Unread post by Mehrab4226 » Tue Mar 16, 2021 8:00 pm

It will be easier to understand if we see the figure.
Screenshot 2021-03-16 at 19.52.16.png
Screenshot 2021-03-16 at 19.52.16.png (66.67KiB)Viewed 4189 times
From $A$ there can be at most one line from each element. Because it is a figure of a function. Any element of $A$ producing more than one line will contradict the fact that it is a function.
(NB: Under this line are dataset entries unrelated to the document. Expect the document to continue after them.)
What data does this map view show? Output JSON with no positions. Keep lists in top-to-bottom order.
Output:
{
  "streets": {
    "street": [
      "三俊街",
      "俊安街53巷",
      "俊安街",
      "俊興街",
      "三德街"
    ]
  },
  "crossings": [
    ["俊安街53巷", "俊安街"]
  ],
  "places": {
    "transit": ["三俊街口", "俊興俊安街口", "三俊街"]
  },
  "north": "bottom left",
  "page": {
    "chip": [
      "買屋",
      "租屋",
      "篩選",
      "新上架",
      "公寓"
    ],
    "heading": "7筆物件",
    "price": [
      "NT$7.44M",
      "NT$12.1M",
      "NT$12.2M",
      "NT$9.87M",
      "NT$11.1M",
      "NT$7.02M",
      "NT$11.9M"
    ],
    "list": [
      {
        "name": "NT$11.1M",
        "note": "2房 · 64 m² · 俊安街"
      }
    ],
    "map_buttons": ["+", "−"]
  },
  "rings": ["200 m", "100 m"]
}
Now, which each element of $B$ must have at least one line touching them. So if we keep them in order like $B_1,B_2,B_3,\cdots B_n$ then there should be which $n$ elements of the set $A$ must-have line with these $n$ elements of $B$, we will get $^kp_n$. This works because we can choose n elements from $A$ and join lines with $B$ in order. As a result by each permutation, we will get different onto functions. Now we have $k-n$ elements left each of which can be paired with $n$ different elements. So there should be $(k-n)\times n$ such linings.

So the total number of onto function is $^kp_n \times (k-n) \times n$ (ans)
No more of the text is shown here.